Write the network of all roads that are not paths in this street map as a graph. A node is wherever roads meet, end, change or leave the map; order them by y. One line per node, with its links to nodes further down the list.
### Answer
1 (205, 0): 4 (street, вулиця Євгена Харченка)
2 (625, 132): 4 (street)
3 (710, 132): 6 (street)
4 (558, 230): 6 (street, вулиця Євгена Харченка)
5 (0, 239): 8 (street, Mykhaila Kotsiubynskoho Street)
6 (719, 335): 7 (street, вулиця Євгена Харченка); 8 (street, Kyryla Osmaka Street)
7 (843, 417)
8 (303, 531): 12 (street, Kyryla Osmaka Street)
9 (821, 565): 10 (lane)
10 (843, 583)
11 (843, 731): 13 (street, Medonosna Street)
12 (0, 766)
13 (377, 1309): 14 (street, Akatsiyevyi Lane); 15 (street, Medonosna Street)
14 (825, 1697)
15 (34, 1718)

-=-=-=-=-

● Task to complete: Nothing but an exact repetition of the entries is expected here.

● The completed task:
Write the network of all roads that are not paths in this street map as a graph. A node is wherever roads meet, end, change or leave the map; order them by y. One line per node, with its links to nodes further down the list.
### Answer
1 (205, 0): 4 (street, вулиця Євгена Харченка)
2 (625, 132): 4 (street)
3 (710, 132): 6 (street)
4 (558, 230): 6 (street, вулиця Євгена Харченка)
5 (0, 239): 8 (street, Mykhaila Kotsiubynskoho Street)
6 (719, 335): 7 (street, вулиця Євгена Харченка); 8 (street, Kyryla Osmaka Street)
7 (843, 417)
8 (303, 531): 12 (street, Kyryla Osmaka Street)
9 (821, 565): 10 (lane)
10 (843, 583)
11 (843, 731): 13 (street, Medonosna Street)
12 (0, 766)
13 (377, 1309): 14 (street, Akatsiyevyi Lane); 15 (street, Medonosna Street)
14 (825, 1697)
15 (34, 1718)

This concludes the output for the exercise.